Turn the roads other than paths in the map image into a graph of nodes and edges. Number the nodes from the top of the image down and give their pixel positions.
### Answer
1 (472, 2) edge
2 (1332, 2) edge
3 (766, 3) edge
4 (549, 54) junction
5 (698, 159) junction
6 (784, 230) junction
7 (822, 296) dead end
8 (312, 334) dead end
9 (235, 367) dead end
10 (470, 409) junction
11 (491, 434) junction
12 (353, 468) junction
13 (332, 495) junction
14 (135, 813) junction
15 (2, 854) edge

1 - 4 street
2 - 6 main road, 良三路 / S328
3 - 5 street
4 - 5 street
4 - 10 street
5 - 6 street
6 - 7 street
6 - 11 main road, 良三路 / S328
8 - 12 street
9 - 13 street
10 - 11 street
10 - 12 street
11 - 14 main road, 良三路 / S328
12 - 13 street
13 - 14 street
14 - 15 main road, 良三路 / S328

▶ **WHAT TO PRODUCE**: Output the data once more, exactly as given.

▶ **RESPONSE TO THIS TASK**:
Turn the roads other than paths in the map image into a graph of nodes and edges. Number the nodes from the top of the image down and give their pixel positions.
### Answer
1 (472, 2) edge
2 (1332, 2) edge
3 (766, 3) edge
4 (549, 54) junction
5 (698, 159) junction
6 (784, 230) junction
7 (822, 296) dead end
8 (312, 334) dead end
9 (235, 367) dead end
10 (470, 409) junction
11 (491, 434) junction
12 (353, 468) junction
13 (332, 495) junction
14 (135, 813) junction
15 (2, 854) edge

1 - 4 street
2 - 6 main road, 良三路 / S328
3 - 5 street
4 - 5 street
4 - 10 street
5 - 6 street
6 - 7 street
6 - 11 main road, 良三路 / S328
8 - 12 street
9 - 13 street
10 - 11 street
10 - 12 street
11 - 14 main road, 良三路 / S328
12 - 13 street
13 - 14 street
14 - 15 main road, 良三路 / S328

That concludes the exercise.